Exercise objective → Extract every line below that contains the word "Cunningham".

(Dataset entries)
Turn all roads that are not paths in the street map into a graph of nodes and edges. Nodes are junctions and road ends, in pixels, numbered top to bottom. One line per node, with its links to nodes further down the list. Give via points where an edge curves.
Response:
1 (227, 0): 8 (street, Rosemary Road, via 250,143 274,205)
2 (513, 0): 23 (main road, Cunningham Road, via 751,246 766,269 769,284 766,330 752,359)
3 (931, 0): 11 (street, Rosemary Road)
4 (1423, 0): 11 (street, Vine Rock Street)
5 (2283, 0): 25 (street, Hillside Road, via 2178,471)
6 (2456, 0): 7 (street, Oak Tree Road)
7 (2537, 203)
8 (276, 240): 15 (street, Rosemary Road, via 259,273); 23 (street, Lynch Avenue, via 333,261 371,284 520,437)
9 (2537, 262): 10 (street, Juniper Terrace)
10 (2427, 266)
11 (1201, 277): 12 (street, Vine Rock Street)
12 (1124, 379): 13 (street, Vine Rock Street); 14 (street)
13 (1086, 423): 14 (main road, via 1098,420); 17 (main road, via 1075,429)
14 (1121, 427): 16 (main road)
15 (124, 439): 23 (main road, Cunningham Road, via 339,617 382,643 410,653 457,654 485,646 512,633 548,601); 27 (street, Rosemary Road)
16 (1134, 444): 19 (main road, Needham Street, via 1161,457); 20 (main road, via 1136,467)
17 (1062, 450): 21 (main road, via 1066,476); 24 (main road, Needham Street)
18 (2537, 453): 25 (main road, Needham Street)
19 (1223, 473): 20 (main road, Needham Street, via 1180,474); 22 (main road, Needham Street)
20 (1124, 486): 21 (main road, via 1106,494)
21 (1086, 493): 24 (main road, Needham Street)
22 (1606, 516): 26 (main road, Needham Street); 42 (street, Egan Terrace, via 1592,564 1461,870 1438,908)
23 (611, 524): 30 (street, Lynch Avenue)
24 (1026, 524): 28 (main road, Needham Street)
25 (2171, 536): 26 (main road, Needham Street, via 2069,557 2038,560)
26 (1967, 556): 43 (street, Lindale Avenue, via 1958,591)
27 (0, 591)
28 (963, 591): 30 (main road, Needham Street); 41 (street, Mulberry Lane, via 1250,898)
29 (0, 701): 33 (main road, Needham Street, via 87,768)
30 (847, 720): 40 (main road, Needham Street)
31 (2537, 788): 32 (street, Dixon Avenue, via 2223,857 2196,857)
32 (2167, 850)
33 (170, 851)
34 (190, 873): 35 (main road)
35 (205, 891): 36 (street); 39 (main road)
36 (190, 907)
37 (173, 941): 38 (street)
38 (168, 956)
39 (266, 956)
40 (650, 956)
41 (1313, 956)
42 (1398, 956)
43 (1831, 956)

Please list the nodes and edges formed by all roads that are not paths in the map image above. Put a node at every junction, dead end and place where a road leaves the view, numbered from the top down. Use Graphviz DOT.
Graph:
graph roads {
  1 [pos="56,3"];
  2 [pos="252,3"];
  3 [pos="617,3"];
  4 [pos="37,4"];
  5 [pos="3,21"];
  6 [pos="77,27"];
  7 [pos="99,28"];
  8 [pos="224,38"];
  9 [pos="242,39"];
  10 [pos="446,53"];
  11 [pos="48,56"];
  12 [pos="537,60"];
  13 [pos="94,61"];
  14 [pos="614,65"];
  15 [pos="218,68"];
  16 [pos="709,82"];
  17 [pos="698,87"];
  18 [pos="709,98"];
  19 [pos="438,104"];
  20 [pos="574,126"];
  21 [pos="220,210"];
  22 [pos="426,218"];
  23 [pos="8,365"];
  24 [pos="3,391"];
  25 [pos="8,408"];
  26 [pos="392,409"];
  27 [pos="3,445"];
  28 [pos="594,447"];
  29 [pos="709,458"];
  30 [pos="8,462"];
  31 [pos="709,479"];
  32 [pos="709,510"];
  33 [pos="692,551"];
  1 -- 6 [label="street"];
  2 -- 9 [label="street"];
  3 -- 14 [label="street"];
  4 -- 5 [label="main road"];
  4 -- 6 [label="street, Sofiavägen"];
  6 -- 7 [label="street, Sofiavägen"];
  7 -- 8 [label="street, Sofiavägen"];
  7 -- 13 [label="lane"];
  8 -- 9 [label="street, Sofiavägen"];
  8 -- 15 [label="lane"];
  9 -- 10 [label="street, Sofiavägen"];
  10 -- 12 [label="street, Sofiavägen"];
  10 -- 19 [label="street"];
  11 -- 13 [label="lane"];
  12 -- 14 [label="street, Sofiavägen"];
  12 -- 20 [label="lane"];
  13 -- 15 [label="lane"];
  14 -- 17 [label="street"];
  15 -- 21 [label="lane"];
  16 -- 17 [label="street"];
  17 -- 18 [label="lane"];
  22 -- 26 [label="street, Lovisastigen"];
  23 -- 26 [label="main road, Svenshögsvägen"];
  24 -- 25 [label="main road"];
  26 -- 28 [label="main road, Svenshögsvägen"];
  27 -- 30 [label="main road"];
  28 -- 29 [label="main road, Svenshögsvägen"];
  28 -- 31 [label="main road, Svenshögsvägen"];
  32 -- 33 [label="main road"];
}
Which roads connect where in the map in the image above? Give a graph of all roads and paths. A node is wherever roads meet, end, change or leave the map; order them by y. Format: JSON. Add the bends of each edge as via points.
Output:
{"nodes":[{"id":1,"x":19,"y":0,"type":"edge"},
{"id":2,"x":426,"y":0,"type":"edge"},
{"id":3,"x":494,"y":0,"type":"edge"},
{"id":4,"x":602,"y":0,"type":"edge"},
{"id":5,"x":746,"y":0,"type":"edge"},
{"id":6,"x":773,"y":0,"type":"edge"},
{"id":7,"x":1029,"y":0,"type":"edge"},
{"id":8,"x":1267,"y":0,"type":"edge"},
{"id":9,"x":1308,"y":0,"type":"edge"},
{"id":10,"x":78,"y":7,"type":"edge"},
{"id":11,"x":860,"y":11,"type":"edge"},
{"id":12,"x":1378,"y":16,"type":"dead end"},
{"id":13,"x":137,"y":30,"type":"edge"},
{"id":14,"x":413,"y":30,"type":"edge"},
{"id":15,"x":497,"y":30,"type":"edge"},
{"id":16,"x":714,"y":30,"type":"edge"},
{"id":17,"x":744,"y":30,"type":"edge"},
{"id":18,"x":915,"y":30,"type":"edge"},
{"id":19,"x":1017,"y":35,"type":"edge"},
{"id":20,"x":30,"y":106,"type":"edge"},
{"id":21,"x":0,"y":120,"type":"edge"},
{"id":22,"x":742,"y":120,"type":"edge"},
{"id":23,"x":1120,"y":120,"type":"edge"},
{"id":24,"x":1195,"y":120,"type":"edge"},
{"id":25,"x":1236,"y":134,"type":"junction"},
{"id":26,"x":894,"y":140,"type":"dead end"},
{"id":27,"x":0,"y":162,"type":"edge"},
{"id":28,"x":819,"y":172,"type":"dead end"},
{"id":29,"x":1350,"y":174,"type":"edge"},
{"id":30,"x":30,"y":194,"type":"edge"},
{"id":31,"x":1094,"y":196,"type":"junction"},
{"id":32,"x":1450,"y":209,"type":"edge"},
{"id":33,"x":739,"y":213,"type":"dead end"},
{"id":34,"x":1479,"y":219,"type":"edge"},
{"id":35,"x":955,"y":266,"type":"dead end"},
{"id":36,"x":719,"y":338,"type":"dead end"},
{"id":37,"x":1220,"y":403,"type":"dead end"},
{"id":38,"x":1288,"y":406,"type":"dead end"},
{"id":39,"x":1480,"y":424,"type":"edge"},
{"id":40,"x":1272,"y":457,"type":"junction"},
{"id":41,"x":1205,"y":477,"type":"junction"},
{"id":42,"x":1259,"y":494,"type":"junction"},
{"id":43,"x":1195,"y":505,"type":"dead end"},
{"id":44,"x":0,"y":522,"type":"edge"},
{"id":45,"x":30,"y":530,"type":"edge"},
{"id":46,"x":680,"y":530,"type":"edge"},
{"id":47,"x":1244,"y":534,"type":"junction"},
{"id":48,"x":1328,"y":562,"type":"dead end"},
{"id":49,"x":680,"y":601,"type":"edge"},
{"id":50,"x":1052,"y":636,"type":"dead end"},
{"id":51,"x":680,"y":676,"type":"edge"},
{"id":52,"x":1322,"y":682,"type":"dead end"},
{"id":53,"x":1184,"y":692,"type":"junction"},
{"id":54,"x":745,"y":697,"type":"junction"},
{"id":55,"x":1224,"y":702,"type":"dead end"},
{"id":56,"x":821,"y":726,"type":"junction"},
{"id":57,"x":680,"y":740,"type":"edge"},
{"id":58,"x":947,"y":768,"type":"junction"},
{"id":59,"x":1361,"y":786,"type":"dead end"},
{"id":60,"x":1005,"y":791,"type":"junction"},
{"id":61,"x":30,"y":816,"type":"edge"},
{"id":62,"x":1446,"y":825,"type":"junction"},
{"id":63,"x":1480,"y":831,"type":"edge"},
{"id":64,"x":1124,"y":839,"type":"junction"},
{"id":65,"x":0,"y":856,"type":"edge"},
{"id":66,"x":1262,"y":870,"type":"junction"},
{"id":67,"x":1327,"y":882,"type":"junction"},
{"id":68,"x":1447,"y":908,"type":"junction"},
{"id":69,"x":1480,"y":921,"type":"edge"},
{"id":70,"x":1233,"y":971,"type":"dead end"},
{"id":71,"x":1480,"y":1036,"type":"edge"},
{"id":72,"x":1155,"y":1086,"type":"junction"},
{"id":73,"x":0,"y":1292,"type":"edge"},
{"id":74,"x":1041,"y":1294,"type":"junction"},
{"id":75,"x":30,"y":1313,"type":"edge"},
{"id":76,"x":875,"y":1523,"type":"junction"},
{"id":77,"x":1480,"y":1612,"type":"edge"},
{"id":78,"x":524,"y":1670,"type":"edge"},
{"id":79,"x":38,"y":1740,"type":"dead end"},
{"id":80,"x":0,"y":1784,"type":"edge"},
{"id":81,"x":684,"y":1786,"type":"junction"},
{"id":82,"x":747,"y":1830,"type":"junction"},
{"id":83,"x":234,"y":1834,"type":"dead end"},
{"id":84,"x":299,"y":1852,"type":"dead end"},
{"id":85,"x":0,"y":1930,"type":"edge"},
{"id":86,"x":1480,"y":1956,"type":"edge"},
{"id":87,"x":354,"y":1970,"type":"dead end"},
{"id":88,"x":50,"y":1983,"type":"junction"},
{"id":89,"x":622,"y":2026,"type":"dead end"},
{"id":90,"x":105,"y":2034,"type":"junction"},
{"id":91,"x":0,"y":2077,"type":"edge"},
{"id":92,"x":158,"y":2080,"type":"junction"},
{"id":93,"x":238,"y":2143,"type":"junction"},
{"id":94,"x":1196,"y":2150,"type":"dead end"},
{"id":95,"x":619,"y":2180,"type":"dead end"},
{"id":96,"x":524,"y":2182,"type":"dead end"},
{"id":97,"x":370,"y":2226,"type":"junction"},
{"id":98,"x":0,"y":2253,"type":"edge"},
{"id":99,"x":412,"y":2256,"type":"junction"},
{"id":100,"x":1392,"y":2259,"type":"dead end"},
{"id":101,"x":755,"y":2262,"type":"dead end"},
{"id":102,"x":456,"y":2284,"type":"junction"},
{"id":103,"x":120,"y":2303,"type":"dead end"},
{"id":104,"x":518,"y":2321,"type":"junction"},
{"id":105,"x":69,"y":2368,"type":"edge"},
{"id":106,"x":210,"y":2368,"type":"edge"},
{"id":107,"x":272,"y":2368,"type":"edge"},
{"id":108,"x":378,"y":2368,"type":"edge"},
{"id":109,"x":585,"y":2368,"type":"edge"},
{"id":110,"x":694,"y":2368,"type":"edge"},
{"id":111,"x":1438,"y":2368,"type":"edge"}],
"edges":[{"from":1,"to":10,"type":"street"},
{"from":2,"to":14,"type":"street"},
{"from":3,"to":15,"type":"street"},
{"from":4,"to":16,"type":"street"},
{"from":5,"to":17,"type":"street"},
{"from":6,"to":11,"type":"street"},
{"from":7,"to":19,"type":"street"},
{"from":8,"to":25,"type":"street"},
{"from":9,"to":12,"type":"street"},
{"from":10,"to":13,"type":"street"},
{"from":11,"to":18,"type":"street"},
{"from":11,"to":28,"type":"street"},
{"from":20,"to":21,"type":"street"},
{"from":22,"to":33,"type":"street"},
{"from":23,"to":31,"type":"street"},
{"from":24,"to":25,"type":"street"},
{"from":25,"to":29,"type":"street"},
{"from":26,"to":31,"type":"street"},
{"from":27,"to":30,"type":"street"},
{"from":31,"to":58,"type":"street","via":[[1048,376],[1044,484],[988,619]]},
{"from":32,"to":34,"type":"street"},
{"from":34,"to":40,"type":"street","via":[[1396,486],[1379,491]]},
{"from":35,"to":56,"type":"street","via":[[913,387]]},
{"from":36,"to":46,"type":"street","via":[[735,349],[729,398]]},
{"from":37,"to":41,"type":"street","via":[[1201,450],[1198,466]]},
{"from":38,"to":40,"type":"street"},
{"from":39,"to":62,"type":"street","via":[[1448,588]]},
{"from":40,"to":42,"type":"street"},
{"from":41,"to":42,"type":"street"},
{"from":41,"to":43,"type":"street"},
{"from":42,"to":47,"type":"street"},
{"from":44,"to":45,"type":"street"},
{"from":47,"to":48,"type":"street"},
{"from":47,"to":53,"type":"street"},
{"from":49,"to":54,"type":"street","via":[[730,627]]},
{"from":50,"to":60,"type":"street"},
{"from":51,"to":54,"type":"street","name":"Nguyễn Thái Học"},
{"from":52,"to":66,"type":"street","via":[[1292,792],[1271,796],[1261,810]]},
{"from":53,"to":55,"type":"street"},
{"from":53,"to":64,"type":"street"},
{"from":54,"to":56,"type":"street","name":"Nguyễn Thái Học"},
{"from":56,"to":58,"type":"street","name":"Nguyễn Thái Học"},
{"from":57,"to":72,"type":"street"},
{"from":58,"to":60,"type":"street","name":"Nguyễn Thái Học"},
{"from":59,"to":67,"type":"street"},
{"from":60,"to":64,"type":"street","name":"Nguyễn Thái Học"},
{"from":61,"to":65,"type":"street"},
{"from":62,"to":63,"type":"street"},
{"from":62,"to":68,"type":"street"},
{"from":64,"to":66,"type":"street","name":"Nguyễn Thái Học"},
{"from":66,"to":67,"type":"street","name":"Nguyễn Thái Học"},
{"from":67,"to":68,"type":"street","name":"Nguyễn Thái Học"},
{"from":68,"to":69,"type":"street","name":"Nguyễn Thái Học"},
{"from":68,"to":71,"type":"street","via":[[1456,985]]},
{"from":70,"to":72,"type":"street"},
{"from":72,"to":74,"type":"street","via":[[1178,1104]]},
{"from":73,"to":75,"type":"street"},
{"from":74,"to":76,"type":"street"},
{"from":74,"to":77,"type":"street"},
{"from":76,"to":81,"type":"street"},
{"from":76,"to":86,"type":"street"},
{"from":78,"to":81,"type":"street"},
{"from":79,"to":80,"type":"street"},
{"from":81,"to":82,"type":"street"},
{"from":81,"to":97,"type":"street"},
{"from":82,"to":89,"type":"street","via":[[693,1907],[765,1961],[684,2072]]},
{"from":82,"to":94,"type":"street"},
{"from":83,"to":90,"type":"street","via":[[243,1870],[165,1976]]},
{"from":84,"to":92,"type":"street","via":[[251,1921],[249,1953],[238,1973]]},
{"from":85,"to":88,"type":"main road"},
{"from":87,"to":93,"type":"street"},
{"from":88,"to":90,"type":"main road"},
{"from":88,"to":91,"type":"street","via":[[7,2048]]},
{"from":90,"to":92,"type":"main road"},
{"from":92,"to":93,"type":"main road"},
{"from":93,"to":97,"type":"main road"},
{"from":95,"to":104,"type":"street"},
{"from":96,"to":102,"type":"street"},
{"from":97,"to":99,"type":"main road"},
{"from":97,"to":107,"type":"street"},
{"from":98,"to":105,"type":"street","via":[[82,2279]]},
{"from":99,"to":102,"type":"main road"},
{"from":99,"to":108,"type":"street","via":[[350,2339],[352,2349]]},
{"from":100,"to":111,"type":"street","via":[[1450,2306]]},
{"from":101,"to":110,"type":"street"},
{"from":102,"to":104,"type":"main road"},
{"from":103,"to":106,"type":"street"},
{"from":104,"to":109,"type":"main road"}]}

Problem solution →
2 (513, 0): 23 (main road, Cunningham Road, via 751,246 766,269 769,284 766,330 752,359)
15 (124, 439): 23 (main road, Cunningham Road, via 339,617 382,643 410,653 457,654 485,646 512,633 548,601); 27 (street, Rosemary Road)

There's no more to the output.